The flavors of fall come together in this healthy bowl of deliciousness! It’s full of nutrients, easy to make, can be enjoyed as a main or side dish and best of all, the kids can’t get enough of it!
- 3 cups butternut squash, chopped (kabocha squash would also work nicely)
- 1 Tbsp. extra-virgin olive oil
- 1 cup uncooked quinoa (or rice)
- 1½ cups water
- ⅓ cup dried cranberries
- ⅓ cup red onion, finely chopped
- 3 Tbsp. toasted pumpkin seeds
- ¼ cup sheep’s milk feta (optional)
- Sea salt and freshly ground black pepper
Vinaigrette
- ½ cup extra-virgin olive oil
- ¼ cup raw apple cider vinegar
- 1 tsp. raw honey
- 1 tsp.

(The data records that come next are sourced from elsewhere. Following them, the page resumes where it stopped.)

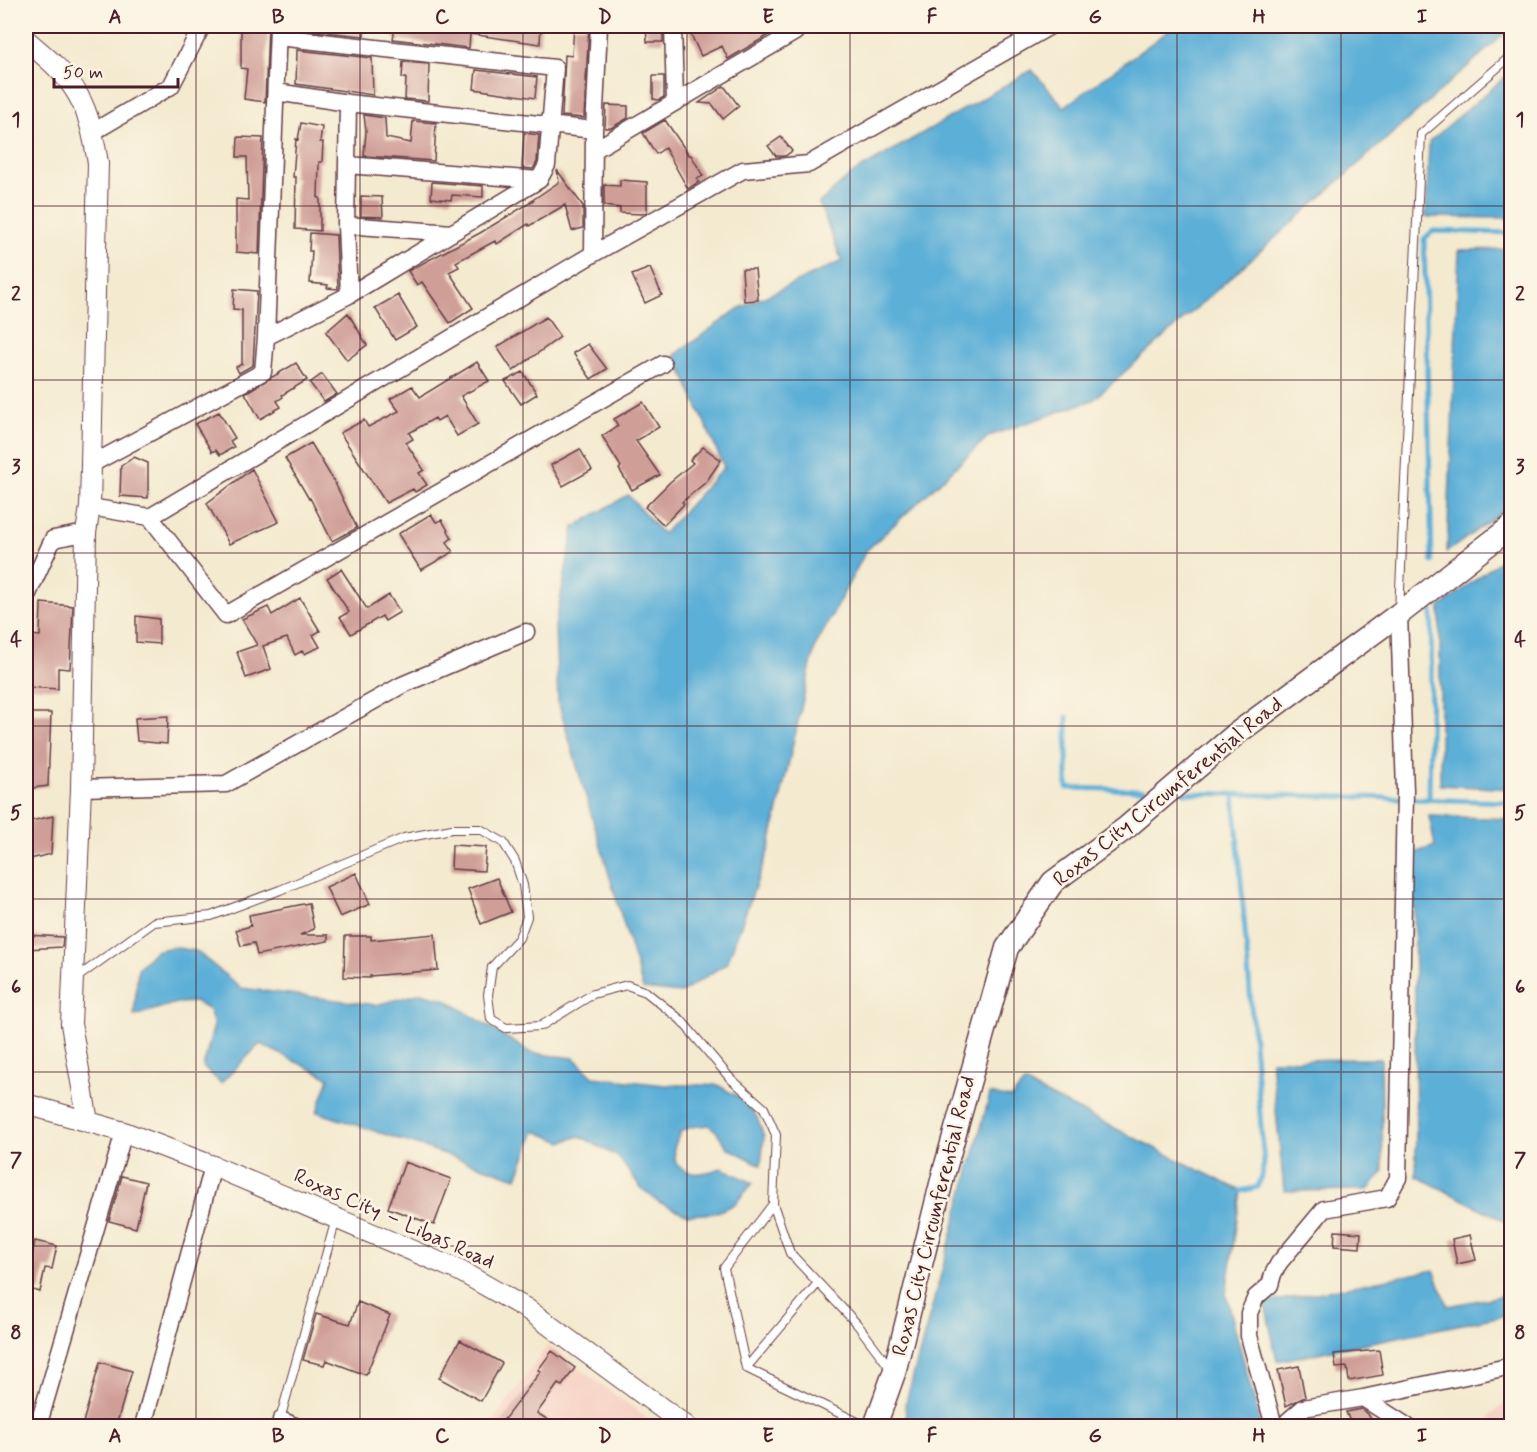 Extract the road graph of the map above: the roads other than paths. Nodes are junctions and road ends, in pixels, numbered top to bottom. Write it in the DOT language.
graph roads {
  1 [pos="202,26"];
  2 [pos="599,26"];
  3 [pos="673,26"];
  4 [pos="791,26"];
  5 [pos="1050,26"];
  6 [pos="278,31"];
  7 [pos="26,40"];
  8 [pos="1512,55"];
  9 [pos="276,92"];
  10 [pos="675,102"];
  11 [pos="348,103"];
  12 [pos="550,127"];
  13 [pos="594,130"];
  14 [pos="93,132"];
  15 [pos="594,150"];
  16 [pos="347,165"];
  17 [pos="539,180"];
  18 [pos="346,225"];
  19 [pos="452,233"];
  20 [pos="593,254"];
  21 [pos="349,294"];
  22 [pos="267,337"];
  23 [pos="663,364"];
  24 [pos="90,465"];
  25 [pos="90,507"];
  26 [pos="150,517"];
  27 [pos="1512,526"];
  28 [pos="86,533"];
  29 [pos="26,598"];
  30 [pos="1399,614"];
  31 [pos="526,632"];
  32 [pos="81,788"];
  33 [pos="72,981"];
  34 [pos="26,1104"];
  35 [pos="88,1122"];
  36 [pos="124,1132"];
  37 [pos="213,1166"];
  38 [pos="773,1204"];
  39 [pos="336,1219"];
  40 [pos="818,1283"];
  41 [pos="1512,1366"];
  42 [pos="746,1368"];
  43 [pos="894,1373"];
  44 [pos="1363,1398"];
  45 [pos="41,1416"];
  46 [pos="284,1424"];
  47 [pos="143,1426"];
  48 [pos="686,1426"];
  49 [pos="866,1426"];
  50 [pos="875,1426"];
  51 [pos="1274,1426"];
  52 [pos="1291,1426"];
  53 [pos="1407,1426"];
  1 -- 14 [label="street"];
  2 -- 13 [label="street"];
  3 -- 10 [label="street"];
  4 -- 10 [label="street"];
  5 -- 20 [label="street"];
  6 -- 9 [label="street"];
  6 -- 12 [label="street"];
  7 -- 14 [label="street"];
  8 -- 30 [label="lane"];
  9 -- 11 [label="street"];
  9 -- 22 [label="street"];
  10 -- 15 [label="street"];
  11 -- 12 [label="street"];
  11 -- 16 [label="street"];
  12 -- 13 [label="street"];
  12 -- 17 [label="street"];
  13 -- 15 [label="street"];
  14 -- 24 [label="street"];
  15 -- 20 [label="street"];
  16 -- 17 [label="street"];
  16 -- 18 [label="street"];
  17 -- 19 [label="street"];
  18 -- 19 [label="street"];
  18 -- 21 [label="street"];
  19 -- 21 [label="street"];
  20 -- 26 [label="street"];
  21 -- 22 [label="street"];
  22 -- 24 [label="street"];
  23 -- 26 [label="street"];
  24 -- 25 [label="street"];
  25 -- 26 [label="street"];
  25 -- 28 [label="street"];
  27 -- 30 [label="main road, Roxas City Circumferential Road"];
  28 -- 29 [label="street"];
  28 -- 32 [label="street"];
  30 -- 43 [label="main road, Roxas City Circumferential Road"];
  30 -- 51 [label="street"];
  31 -- 32 [label="street"];
  32 -- 33 [label="street"];
  33 -- 35 [label="street"];
  33 -- 38 [label="lane"];
  34 -- 35 [label="street, Roxas City – Libas Road"];
  35 -- 36 [label="street, Roxas City – Libas Road"];
  36 -- 37 [label="street, Roxas City – Libas Road"];
  36 -- 45 [label="street"];
  37 -- 39 [label="street, Roxas City – Libas Road"];
  37 -- 47 [label="street"];
  38 -- 40 [label="lane"];
  38 -- 42 [label="lane"];
  39 -- 46 [label="lane"];
  39 -- 48 [label="street, Roxas City – Libas Road"];
  40 -- 42 [label="lane"];
  40 -- 43 [label="lane"];
  41 -- 44 [label="street"];
  42 -- 49 [label="lane"];
  43 -- 50 [label="main road, Roxas City Circumferential Road"];
  44 -- 52 [label="street"];
  44 -- 53 [label="street"];
}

Dijon mustard
- 1 garlic clove, minced
- Sea salt and freshly ground black pepper
Method
- Preheat the oven to 400ºF. Toss the butternut squash with olive oil in a bowl. Season with salt and pepper. Arrange coated squash on a baking sheet in a single layer. Roast for 25 minutes or until squash is tender and lightly browned.

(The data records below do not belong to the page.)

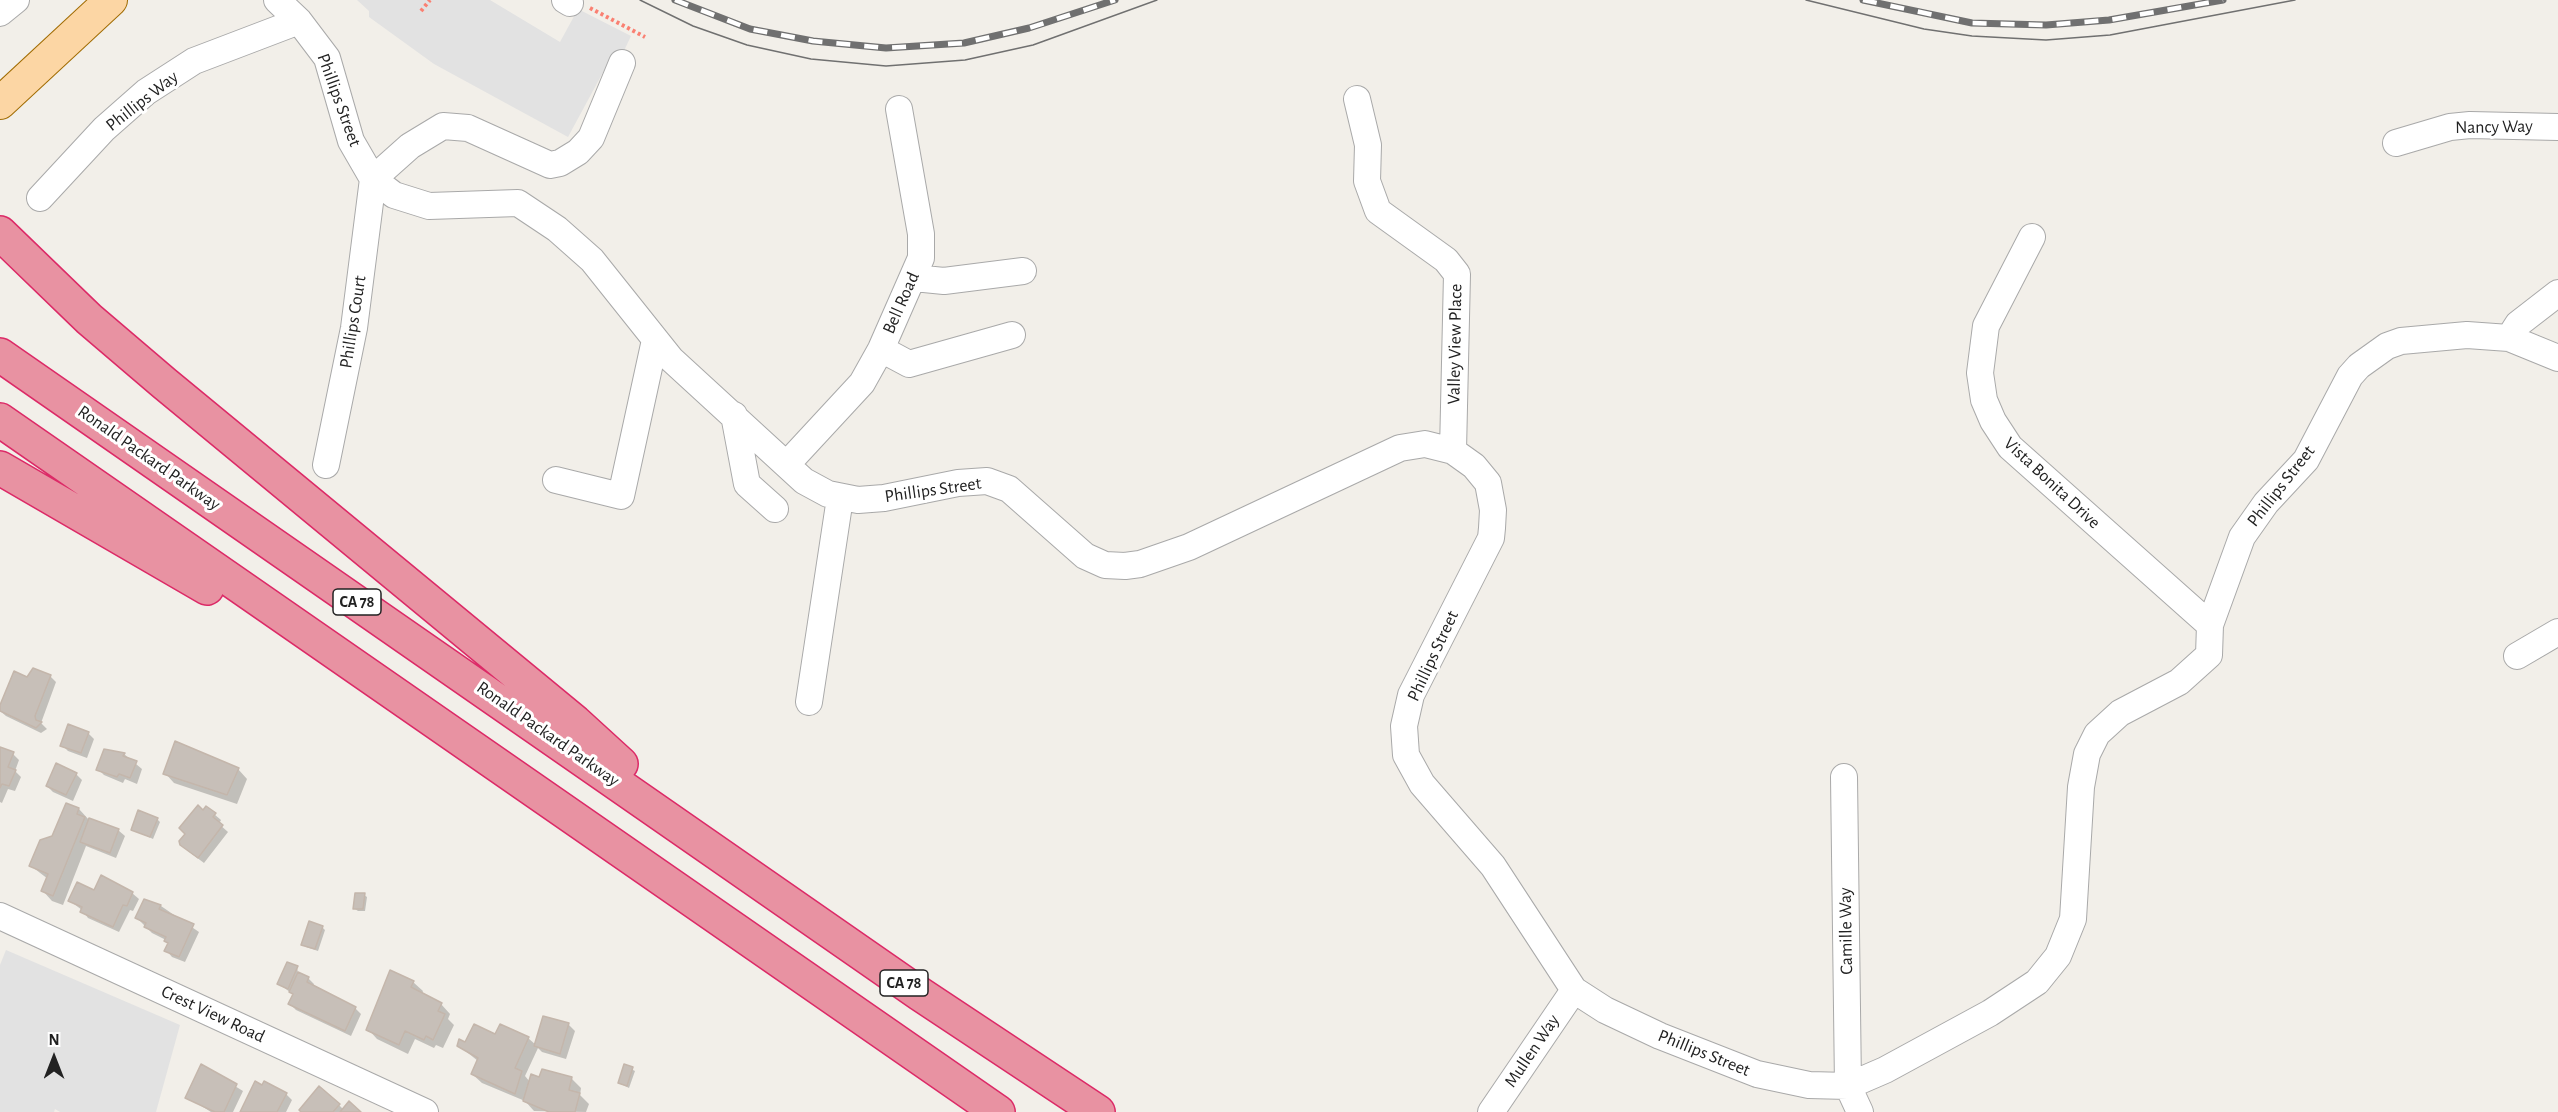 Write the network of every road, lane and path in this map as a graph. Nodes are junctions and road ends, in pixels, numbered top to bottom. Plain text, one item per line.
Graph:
1 (16, 0) edge
2 (111, 0) edge
3 (277, 0) edge
4 (430, 0) edge
5 (568, 2) edge
6 (421, 11) dead end
7 (0, 13) edge
8 (299, 21) junction
9 (645, 37) dead end
10 (622, 63) dead end
11 (1357, 99) dead end
12 (0, 103) edge
13 (899, 109) dead end
14 (2558, 128) edge
15 (2396, 143) dead end
16 (373, 179) junction
17 (39, 198) dead end
18 (0, 233) edge
19 (2032, 237) dead end
20 (1023, 271) dead end
21 (914, 278) junction
22 (2558, 293) edge
23 (1012, 335) dead end
24 (2509, 338) junction
25 (655, 340) junction
26 (881, 349) junction
27 (0, 355) edge
28 (2558, 358) edge
29 (734, 415) junction
30 (0, 420) edge
31 (1453, 451) junction
32 (787, 464) junction
33 (326, 465) dead end
34 (0, 468) edge
35 (556, 480) dead end
36 (840, 498) junction
37 (775, 509) dead end
38 (2210, 625) junction
39 (2558, 633) edge
40 (2517, 656) dead end
41 (809, 702) dead end
42 (413, 708) junction
43 (1844, 777) dead end
44 (713, 848) junction
45 (0, 916) edge
46 (1574, 990) junction
47 (1848, 1086) junction
48 (425, 1112) edge
49 (998, 1112) edge
50 (1098, 1112) edge
51 (1491, 1112) edge
52 (1860, 1112) edge

1 - 7 street
2 - 12 main road
3 - 8 street, Phillips Street
4 - 6 path
5 - 9 path
8 - 16 street, Phillips Street
8 - 17 street, Phillips Way
10 - 16 street
11 - 31 street, Valley View Place
13 - 21 street, Bell Road
14 - 15 street, Nancy Way
16 - 25 street, Phillips Street
16 - 33 street, Phillips Court
18 - 44 highway
19 - 38 street, Vista Bonita Drive
20 - 21 street
21 - 26 street, Bell Road
22 - 24 street
23 - 26 street
24 - 28 street, Phillips Street
24 - 38 street, Phillips Street
25 - 29 street, Phillips Street
25 - 35 street
26 - 32 street, Bell Road
27 - 44 highway, Ronald Packard Parkway / CA 78
29 - 32 street, Phillips Street
29 - 37 street
30 - 42 highway
31 - 36 street, Phillips Street
31 - 46 street, Phillips Street
32 - 36 street, Phillips Street
34 - 42 highway
36 - 41 street
38 - 47 street, Phillips Street
39 - 40 street
42 - 49 highway
43 - 47 street, Camille Way
44 - 50 highway, Ronald Packard Parkway / CA 78
45 - 48 street, Crest View Road
46 - 47 street, Phillips Street
46 - 51 street, Mullen Way
47 - 52 street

- While the squash is roasting, rinse quinoa under cold water until water runs clear. Place quinoa and water in a medium saucepan. Bring to a boil, reduce to a simmer, partially cover and cook until liquid is absorbed, about 20 minutes.
- To assemble the salad, combined the cooked quinoa, roasted squash, cranberries, red onion, toasted pumpkin seeds in a large bowl.
- To prepare the vinaigrette, whisk all the ingredients in a small bowl until combined. Season with salt and pepper. Drizzle over the salad and mix until combined. Season with salt and pepper as needed.
- Serve warm or chill in the refrigerator and serve.